BEGIN
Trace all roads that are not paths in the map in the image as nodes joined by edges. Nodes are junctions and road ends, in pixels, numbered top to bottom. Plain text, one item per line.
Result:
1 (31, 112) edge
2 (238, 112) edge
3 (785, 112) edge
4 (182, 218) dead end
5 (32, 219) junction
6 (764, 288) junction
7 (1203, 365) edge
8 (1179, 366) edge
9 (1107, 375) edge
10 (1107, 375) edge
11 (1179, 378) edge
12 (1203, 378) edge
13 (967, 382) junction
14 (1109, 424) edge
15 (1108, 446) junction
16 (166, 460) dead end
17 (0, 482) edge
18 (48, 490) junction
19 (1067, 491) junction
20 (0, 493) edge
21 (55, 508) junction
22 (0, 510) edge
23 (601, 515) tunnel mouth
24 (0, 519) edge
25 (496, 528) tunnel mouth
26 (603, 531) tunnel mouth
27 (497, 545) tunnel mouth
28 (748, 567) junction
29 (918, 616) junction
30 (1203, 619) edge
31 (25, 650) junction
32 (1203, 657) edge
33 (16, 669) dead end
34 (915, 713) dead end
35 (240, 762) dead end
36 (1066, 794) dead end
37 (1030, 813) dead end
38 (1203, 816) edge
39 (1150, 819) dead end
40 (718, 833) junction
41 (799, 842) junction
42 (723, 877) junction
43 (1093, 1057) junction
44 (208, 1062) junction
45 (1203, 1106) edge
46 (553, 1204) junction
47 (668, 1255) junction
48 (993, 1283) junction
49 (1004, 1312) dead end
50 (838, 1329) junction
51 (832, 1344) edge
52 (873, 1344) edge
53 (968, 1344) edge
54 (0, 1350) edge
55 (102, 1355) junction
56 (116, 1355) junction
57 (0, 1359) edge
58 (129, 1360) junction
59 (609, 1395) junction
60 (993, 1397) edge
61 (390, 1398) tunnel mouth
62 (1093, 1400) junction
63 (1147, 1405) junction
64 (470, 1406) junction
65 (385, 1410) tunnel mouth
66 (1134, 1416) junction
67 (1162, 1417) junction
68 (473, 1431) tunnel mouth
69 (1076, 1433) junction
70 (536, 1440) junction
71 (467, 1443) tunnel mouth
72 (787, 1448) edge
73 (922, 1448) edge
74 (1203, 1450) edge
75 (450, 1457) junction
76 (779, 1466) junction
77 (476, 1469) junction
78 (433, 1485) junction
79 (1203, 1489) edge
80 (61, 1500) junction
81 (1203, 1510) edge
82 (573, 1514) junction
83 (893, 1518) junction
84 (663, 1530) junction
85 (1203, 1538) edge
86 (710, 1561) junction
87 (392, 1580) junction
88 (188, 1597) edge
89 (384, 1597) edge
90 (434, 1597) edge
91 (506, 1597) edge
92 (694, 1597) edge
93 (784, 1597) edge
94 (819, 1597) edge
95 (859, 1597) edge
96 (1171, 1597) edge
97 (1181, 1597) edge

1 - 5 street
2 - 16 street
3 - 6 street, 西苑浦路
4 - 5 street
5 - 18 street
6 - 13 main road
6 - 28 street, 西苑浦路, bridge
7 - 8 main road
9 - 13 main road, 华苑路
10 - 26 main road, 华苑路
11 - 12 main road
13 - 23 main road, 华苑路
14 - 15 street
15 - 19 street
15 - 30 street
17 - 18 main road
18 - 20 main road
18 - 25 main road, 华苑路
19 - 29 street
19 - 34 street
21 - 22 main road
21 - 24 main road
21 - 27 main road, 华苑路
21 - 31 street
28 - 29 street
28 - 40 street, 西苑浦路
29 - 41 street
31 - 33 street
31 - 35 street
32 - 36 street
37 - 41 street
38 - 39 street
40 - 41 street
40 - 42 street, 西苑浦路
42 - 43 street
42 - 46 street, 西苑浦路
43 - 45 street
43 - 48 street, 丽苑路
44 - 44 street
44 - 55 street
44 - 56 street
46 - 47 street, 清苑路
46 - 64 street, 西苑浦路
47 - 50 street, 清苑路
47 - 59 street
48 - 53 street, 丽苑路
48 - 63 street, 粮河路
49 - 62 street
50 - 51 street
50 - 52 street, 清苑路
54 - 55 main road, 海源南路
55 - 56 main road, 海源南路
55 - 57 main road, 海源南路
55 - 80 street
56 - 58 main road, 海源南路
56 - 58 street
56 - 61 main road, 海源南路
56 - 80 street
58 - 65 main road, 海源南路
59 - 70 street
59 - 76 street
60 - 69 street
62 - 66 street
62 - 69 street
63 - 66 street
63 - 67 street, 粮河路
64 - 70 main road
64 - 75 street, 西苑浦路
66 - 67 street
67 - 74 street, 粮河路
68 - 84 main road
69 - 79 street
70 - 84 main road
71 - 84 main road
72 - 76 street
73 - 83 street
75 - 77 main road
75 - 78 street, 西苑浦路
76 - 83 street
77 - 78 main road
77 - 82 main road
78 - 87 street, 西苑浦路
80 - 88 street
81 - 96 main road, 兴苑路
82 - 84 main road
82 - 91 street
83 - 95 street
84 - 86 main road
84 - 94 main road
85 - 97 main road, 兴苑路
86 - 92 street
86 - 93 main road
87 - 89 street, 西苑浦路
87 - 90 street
END
Using the material above, print every entry exactly as written.

Trace all roads that are not paths in the map in the image as nodes joined by edges. Nodes are junctions and road ends, in pixels, numbered top to bottom. Plain text, one item per line.
Result:
1 (31, 112) edge
2 (238, 112) edge
3 (785, 112) edge
4 (182, 218) dead end
5 (32, 219) junction
6 (764, 288) junction
7 (1203, 365) edge
8 (1179, 366) edge
9 (1107, 375) edge
10 (1107, 375) edge
11 (1179, 378) edge
12 (1203, 378) edge
13 (967, 382) junction
14 (1109, 424) edge
15 (1108, 446) junction
16 (166, 460) dead end
17 (0, 482) edge
18 (48, 490) junction
19 (1067, 491) junction
20 (0, 493) edge
21 (55, 508) junction
22 (0, 510) edge
23 (601, 515) tunnel mouth
24 (0, 519) edge
25 (496, 528) tunnel mouth
26 (603, 531) tunnel mouth
27 (497, 545) tunnel mouth
28 (748, 567) junction
29 (918, 616) junction
30 (1203, 619) edge
31 (25, 650) junction
32 (1203, 657) edge
33 (16, 669) dead end
34 (915, 713) dead end
35 (240, 762) dead end
36 (1066, 794) dead end
37 (1030, 813) dead end
38 (1203, 816) edge
39 (1150, 819) dead end
40 (718, 833) junction
41 (799, 842) junction
42 (723, 877) junction
43 (1093, 1057) junction
44 (208, 1062) junction
45 (1203, 1106) edge
46 (553, 1204) junction
47 (668, 1255) junction
48 (993, 1283) junction
49 (1004, 1312) dead end
50 (838, 1329) junction
51 (832, 1344) edge
52 (873, 1344) edge
53 (968, 1344) edge
54 (0, 1350) edge
55 (102, 1355) junction
56 (116, 1355) junction
57 (0, 1359) edge
58 (129, 1360) junction
59 (609, 1395) junction
60 (993, 1397) edge
61 (390, 1398) tunnel mouth
62 (1093, 1400) junction
63 (1147, 1405) junction
64 (470, 1406) junction
65 (385, 1410) tunnel mouth
66 (1134, 1416) junction
67 (1162, 1417) junction
68 (473, 1431) tunnel mouth
69 (1076, 1433) junction
70 (536, 1440) junction
71 (467, 1443) tunnel mouth
72 (787, 1448) edge
73 (922, 1448) edge
74 (1203, 1450) edge
75 (450, 1457) junction
76 (779, 1466) junction
77 (476, 1469) junction
78 (433, 1485) junction
79 (1203, 1489) edge
80 (61, 1500) junction
81 (1203, 1510) edge
82 (573, 1514) junction
83 (893, 1518) junction
84 (663, 1530) junction
85 (1203, 1538) edge
86 (710, 1561) junction
87 (392, 1580) junction
88 (188, 1597) edge
89 (384, 1597) edge
90 (434, 1597) edge
91 (506, 1597) edge
92 (694, 1597) edge
93 (784, 1597) edge
94 (819, 1597) edge
95 (859, 1597) edge
96 (1171, 1597) edge
97 (1181, 1597) edge

1 - 5 street
2 - 16 street
3 - 6 street, 西苑浦路
4 - 5 street
5 - 18 street
6 - 13 main road
6 - 28 street, 西苑浦路, bridge
7 - 8 main road
9 - 13 main road, 华苑路
10 - 26 main road, 华苑路
11 - 12 main road
13 - 23 main road, 华苑路
14 - 15 street
15 - 19 street
15 - 30 street
17 - 18 main road
18 - 20 main road
18 - 25 main road, 华苑路
19 - 29 street
19 - 34 street
21 - 22 main road
21 - 24 main road
21 - 27 main road, 华苑路
21 - 31 street
28 - 29 street
28 - 40 street, 西苑浦路
29 - 41 street
31 - 33 street
31 - 35 street
32 - 36 street
37 - 41 street
38 - 39 street
40 - 41 street
40 - 42 street, 西苑浦路
42 - 43 street
42 - 46 street, 西苑浦路
43 - 45 street
43 - 48 street, 丽苑路
44 - 44 street
44 - 55 street
44 - 56 street
46 - 47 street, 清苑路
46 - 64 street, 西苑浦路
47 - 50 street, 清苑路
47 - 59 street
48 - 53 street, 丽苑路
48 - 63 street, 粮河路
49 - 62 street
50 - 51 street
50 - 52 street, 清苑路
54 - 55 main road, 海源南路
55 - 56 main road, 海源南路
55 - 57 main road, 海源南路
55 - 80 street
56 - 58 main road, 海源南路
56 - 58 street
56 - 61 main road, 海源南路
56 - 80 street
58 - 65 main road, 海源南路
59 - 70 street
59 - 76 street
60 - 69 street
62 - 66 street
62 - 69 street
63 - 66 street
63 - 67 street, 粮河路
64 - 70 main road
64 - 75 street, 西苑浦路
66 - 67 street
67 - 74 street, 粮河路
68 - 84 main road
69 - 79 street
70 - 84 main road
71 - 84 main road
72 - 76 street
73 - 83 street
75 - 77 main road
75 - 78 street, 西苑浦路
76 - 83 street
77 - 78 main road
77 - 82 main road
78 - 87 street, 西苑浦路
80 - 88 street
81 - 96 main road, 兴苑路
82 - 84 main road
82 - 91 street
83 - 95 street
84 - 86 main road
84 - 94 main road
85 - 97 main road, 兴苑路
86 - 92 street
86 - 93 main road
87 - 89 street, 西苑浦路
87 - 90 street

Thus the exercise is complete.